Leider hat das sogenannte Integrationsgesetz der Staatsregierung mit all dem nicht viel zu tun. Es ist nicht im Ansatz wert als solches bezeichnet zu werden. Dies wird schon an den Ankündigungen des CSU-Fraktionschefs Kreuzer deutlich, die an diesem Montag in der Main Post zu lesen waren: „Wir müssen alles tun, um diese Menschen zur Integration zu bewegen.“ Kreuzer meint damit leider keineswegs Rassisten wie Alexander Gauland, der am Wochenende gegen den Fußballspieler Jérôme Boateng hetzte oder die AfD als Partei, die in ihrem Parteiprogramm schreibt, dass der Islam nicht zu Deutschland gehört. Nein, er meint all diejenigen, die vor Krieg und Verfolgung fliehen und von denen die meisten hochmotiviert sind die deutsche Sprache zu lernen und an unserer Gesellschaft teilzuhaben. Kreuzer stellt diese Menschen allesamt als Integrationsverweiger_innen dar.
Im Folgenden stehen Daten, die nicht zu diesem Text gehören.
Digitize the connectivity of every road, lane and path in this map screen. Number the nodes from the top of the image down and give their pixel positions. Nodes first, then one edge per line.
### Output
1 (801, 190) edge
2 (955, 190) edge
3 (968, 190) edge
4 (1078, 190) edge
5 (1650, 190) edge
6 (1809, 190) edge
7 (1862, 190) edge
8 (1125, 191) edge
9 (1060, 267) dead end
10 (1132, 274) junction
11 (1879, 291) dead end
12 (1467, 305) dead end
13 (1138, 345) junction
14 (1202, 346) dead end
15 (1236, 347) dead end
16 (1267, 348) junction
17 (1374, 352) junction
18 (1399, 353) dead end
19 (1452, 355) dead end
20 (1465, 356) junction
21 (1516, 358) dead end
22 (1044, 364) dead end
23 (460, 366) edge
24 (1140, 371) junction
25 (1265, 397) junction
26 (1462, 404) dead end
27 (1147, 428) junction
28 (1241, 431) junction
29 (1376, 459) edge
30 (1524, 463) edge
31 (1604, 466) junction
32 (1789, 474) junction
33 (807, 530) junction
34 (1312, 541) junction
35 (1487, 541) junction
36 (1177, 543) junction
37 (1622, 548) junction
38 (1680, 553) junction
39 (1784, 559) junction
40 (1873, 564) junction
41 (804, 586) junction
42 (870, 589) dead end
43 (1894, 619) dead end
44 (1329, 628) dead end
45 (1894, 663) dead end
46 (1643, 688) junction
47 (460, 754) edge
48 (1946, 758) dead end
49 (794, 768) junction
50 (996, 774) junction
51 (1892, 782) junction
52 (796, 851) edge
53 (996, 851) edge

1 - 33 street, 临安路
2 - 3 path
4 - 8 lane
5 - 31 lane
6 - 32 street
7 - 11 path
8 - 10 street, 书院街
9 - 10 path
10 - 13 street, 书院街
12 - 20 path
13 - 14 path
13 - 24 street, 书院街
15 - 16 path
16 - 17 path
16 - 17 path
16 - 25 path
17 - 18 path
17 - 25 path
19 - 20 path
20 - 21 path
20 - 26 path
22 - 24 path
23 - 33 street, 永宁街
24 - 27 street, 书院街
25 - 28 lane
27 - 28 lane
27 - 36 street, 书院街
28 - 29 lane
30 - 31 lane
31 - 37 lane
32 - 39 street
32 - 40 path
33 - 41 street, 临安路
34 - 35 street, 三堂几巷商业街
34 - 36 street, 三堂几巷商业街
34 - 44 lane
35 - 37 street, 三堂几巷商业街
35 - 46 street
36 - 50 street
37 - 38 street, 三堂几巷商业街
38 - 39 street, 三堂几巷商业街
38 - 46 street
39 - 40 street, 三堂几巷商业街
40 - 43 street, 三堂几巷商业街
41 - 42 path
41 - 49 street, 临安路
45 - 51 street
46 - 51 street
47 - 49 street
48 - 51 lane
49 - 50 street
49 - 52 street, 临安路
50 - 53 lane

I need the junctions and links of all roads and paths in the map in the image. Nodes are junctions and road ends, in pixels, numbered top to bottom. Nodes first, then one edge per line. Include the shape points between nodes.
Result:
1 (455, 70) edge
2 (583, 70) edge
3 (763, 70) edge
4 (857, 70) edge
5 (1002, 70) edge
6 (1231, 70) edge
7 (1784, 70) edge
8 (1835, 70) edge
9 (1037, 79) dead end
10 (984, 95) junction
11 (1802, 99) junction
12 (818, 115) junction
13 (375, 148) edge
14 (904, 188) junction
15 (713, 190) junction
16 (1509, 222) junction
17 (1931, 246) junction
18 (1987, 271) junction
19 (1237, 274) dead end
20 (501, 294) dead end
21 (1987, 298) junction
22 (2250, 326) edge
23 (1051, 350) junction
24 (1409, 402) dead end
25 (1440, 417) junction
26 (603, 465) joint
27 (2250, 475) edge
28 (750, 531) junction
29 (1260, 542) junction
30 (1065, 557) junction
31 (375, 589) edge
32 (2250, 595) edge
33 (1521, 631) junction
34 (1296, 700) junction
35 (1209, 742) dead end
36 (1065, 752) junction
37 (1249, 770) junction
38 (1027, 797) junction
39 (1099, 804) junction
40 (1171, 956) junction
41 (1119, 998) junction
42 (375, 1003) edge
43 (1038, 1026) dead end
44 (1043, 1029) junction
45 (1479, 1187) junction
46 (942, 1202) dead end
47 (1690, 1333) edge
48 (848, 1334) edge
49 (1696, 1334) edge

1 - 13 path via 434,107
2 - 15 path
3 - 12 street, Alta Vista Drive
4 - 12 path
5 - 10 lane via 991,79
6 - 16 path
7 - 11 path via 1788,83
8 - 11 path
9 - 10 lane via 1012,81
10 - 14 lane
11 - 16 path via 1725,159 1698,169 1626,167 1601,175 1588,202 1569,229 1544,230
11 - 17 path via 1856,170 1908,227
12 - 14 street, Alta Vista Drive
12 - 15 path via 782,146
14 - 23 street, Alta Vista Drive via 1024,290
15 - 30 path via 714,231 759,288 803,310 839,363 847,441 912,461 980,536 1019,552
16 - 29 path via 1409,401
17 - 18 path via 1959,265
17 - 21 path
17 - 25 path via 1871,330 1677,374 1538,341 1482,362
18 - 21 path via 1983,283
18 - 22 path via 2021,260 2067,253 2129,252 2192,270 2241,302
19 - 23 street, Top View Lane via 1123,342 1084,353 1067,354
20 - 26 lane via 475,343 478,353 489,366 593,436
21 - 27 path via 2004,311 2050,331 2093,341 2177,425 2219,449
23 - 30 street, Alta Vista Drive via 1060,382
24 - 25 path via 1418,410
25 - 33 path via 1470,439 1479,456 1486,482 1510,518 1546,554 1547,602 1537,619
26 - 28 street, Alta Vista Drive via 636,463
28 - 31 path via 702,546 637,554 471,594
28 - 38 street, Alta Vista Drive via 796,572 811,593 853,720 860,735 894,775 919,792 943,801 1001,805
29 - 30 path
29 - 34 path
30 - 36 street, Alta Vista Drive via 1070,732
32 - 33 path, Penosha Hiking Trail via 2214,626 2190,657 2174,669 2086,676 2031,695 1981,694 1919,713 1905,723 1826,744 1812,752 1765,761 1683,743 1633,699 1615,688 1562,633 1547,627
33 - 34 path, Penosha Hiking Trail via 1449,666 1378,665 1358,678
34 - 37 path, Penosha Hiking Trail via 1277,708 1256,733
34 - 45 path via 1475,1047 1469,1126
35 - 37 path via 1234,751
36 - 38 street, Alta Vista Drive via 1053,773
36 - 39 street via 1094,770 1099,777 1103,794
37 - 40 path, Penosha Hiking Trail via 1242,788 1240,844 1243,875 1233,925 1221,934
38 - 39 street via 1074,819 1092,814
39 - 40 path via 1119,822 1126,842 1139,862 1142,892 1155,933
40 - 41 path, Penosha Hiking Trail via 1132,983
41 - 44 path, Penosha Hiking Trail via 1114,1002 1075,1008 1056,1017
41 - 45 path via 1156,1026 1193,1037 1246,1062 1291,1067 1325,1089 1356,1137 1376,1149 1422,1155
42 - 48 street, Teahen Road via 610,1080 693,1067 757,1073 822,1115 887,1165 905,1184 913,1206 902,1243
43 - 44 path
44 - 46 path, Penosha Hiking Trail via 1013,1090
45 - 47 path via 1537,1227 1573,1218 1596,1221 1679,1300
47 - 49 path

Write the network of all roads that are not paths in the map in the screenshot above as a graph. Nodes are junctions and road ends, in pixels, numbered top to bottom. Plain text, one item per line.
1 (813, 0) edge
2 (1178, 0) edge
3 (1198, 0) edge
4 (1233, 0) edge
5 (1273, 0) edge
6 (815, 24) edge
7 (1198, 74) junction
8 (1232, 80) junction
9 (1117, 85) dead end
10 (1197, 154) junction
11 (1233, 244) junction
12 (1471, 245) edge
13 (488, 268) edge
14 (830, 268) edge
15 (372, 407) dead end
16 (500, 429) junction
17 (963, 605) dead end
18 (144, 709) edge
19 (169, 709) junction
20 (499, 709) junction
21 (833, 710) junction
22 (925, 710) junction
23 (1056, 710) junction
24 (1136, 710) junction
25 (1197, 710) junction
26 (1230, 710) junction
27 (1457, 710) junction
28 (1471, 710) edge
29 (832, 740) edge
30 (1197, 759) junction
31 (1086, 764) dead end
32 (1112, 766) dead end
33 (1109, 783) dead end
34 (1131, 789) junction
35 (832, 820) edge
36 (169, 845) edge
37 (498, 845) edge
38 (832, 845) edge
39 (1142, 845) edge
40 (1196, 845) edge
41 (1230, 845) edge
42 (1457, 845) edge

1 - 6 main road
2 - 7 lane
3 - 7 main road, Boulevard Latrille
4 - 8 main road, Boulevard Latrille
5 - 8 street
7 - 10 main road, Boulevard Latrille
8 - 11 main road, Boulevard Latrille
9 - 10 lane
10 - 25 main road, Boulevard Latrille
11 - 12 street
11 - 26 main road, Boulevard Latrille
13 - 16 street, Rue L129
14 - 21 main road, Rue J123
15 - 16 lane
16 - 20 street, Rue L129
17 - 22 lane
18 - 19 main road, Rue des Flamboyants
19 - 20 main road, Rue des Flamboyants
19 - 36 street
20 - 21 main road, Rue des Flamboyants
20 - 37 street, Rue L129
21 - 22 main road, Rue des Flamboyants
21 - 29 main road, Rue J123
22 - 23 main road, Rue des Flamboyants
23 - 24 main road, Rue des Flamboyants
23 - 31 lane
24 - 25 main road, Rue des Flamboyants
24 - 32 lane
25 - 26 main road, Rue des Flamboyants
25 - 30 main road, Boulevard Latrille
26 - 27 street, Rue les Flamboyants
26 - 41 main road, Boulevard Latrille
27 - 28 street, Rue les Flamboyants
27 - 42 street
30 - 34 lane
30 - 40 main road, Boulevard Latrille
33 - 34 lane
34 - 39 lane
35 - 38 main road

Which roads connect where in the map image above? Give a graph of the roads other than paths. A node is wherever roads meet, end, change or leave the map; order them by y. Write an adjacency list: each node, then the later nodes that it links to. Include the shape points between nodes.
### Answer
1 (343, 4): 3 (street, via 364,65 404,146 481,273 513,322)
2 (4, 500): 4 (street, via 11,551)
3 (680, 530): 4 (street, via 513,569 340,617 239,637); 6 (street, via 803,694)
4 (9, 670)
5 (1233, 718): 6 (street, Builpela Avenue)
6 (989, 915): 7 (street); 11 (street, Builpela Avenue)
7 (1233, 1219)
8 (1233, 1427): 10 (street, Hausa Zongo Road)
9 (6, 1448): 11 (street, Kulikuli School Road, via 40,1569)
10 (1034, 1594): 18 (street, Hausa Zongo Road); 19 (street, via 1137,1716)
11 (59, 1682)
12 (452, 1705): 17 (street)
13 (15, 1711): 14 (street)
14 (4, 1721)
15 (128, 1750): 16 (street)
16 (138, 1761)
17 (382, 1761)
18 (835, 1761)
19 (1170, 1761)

Es sei „absolut notwendig, unsererseits Integrationsbemühungen von den Migranten zu verlangen und Sanktionen zu verweigern, wenn die Integration verweigert wird.“ Die CSU macht mit solchen Äußerungen und dem Geist ihres Integrationsgesetzes die Ausnahme, nämlich dass Menschen nicht an der Gesellschaft partizipieren wollen, zur Regel. Wenn sich hier jemand der echten Integrationspolitik verweigert, dann ist es die CSU.

Denn Integration bedeutet in der Diktion des sogenannten Integrationsgesetzes: grundsätzliches Misstrauen gegenüber Menschen die zu uns kommen, Ausgrenzung aus der Gesellschaft und Abhalten von Teilhabemöglichkeiten. Es bedeutet also all das, was Integration nicht ist. Dass der Entwurf des Integrationsgesetz gleich am Anfang mit der Überschrift „Problem“ beginnt, sagt im Grunde bereits alles. Zuwanderung und Integration sind für die Konservativen schon immer Probleme gewesen, anstatt sie als gesellschaftliche Aufgaben zu begreifen, die nicht nur Schwierigkeiten, sondern auch Bereicherung und Fortschritt bedeuten.

Wieder taucht im Gesetz der unsägliche Begriff der Leitkultur auf – man möchte ihn mit ‚d‘ schreiben, denn leid bin ich das Geschwafel von einer „christlich-abendländischen Kultur mit jüdischen Einflüssen“ allemal. Zudem weiß leider auch nach Lektüre des Gesetzesentwurfs kein Mensch, was die Staatsregierung unter dieser Leitkultur versteht. Gesellschaftliche Werte sind in der Verfassung des Freistaats Bayern und im Grundgesetz verankert – von einer Leitkultur steht in beiden Verfassungen nichts. Sie gelten für alle. Und daraus ergeben sich übrigens nicht nur Regeln, die von den Zugewanderten beachtet und eingehalten werden müssen, sondern vor allem Rechte, Grundrechte, die der Staat gegenüber den Menschen zu gewährleisten hat. Wenn man sich in Unterkünften des Freistaats umsieht, ist das beileibe nicht immer der Fall – vielleicht sollte man dazu etwas in ein Integrationsgesetz schreiben?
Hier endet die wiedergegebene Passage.